What impact does winning a “Big Four” Oscar have on audience interest in a film? Swayable's real-time research found that Oscars clips, particularly those featuring acceptance speeches, are significantly more effective at driving movie interest and intent than a standard trailer.

Key Findings

  • Oscars clips outperform trailers: Clips from the Oscars ceremony, especially Best Actor and Best Picture speeches, increased film interest and intent by a larger margin than the official trailer.
  • The effect is strongest among non-Oscar viewers: The persuasive power of Oscars clips is even stronger for those who don't typically watch the awards show.
  • Younger audiences prefer speeches, while older ones prefer summaries: Gen-Z and Millennials responded better to actual acceptance speeches, while viewers over age 59 favored a video summarizing the awards won.
  • Oscars clips drive rewatches: For those who had already seen Oppenheimer, only the Oscars clips increased their desire to rewatch the film.
  • Oscars clips highlight awards and good reviews: Audiences who saw the Oscars clips were more likely to cite "Good Reviews" and "Won Lots of Awards" as reasons to watch Oppenheimer. Trailers focused more on plot and visuals.
  • Oscars clips increase willingness to pay: Only the Oscars clips convinced viewers to spend more to stream Oppenheimer.

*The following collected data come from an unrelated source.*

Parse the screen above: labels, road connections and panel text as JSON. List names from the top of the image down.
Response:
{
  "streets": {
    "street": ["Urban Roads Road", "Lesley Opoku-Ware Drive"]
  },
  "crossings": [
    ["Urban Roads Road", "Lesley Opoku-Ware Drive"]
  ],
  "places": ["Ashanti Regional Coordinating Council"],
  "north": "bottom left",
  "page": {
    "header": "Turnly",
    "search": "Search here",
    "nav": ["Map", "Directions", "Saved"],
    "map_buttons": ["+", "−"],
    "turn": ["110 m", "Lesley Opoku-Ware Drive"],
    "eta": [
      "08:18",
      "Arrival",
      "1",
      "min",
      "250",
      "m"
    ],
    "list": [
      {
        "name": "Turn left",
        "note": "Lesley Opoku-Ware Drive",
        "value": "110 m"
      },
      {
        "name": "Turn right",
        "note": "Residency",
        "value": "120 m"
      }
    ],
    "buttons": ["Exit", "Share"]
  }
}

Oscars clips move audiences more than a standard trailer

Oppenheimer took home 7 Oscars, including 3 of the so-called “Big Four”: Best Picture, Best Actor, and Best Director. While Oppenheimer won with the Academy voters, a key question is whether these awards drive increased movie interest and intent among audiences. We ran a randomized controlled trial testing various clips from Oscars night, a summary of the awards won, and the 2-minute official Oppenheimer trailer against an unbiased control group. 3,825 respondents were included in the test. Our key metric was “Film Interest and Intent”, which asked respondents whether they were interested in seeing Oppenheimer and whether they plan to do so within the month:

We found that the Oscars clips often had a significantly better impact than a standard trailer.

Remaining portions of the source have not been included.